### What the task requires
Every line with the string "main" in it belongs in your answer, so copy them all from the data.

### Extracted information
◇ ◇ ◇

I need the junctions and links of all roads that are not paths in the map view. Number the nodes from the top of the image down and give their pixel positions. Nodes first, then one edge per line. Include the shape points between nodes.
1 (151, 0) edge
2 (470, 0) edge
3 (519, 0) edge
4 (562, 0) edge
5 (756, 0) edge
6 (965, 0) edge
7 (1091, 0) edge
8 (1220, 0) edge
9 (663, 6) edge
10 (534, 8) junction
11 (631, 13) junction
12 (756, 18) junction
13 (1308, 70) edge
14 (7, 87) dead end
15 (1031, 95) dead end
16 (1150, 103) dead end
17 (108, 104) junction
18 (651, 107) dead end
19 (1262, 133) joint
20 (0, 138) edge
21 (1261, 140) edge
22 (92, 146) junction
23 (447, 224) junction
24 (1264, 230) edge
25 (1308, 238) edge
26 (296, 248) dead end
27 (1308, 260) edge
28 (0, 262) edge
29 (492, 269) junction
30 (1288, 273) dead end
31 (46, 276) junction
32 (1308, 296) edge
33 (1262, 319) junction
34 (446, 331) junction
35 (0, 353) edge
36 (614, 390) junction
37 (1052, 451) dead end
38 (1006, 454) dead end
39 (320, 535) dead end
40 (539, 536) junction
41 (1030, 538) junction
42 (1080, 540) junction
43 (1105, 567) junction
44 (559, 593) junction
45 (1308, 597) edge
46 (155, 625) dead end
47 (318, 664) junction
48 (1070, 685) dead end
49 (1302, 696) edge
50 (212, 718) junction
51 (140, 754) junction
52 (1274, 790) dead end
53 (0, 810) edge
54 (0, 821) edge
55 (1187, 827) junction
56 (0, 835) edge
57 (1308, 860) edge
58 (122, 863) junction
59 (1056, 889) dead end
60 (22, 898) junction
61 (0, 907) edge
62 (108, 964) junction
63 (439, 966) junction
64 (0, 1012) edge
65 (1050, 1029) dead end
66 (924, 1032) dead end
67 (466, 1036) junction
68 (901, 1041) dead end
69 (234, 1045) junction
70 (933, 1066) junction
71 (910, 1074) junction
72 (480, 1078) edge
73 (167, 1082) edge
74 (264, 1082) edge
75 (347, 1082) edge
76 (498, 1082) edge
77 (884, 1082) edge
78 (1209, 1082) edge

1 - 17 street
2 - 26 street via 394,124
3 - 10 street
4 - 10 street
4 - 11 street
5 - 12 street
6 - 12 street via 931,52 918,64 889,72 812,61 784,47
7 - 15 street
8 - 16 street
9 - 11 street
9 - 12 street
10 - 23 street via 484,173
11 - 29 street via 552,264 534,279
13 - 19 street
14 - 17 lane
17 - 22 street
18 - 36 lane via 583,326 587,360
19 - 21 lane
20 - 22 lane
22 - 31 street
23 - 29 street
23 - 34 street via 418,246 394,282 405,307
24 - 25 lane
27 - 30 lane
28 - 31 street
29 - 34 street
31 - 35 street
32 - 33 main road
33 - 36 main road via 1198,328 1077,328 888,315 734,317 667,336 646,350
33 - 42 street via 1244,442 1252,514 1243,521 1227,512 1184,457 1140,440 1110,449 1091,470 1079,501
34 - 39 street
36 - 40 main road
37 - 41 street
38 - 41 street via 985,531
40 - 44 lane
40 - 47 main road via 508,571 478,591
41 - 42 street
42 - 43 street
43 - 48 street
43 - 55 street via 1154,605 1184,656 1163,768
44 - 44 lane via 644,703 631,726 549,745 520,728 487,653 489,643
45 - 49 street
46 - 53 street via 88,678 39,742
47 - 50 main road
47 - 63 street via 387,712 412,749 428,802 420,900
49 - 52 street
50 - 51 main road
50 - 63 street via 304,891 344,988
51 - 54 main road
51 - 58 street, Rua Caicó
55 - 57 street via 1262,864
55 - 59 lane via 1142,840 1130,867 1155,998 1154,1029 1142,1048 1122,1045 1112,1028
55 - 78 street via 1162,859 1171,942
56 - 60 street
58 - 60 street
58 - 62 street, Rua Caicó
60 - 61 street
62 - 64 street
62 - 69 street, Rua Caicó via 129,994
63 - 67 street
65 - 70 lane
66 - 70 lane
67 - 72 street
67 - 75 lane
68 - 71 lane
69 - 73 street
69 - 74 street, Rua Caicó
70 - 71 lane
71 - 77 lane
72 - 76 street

◇ ◇ ◇

### Finished exercise
32 - 33 main road
33 - 36 main road via 1198,328 1077,328 888,315 734,317 667,336 646,350
36 - 40 main road
40 - 47 main road via 508,571 478,591
47 - 50 main road
50 - 51 main road
51 - 54 main road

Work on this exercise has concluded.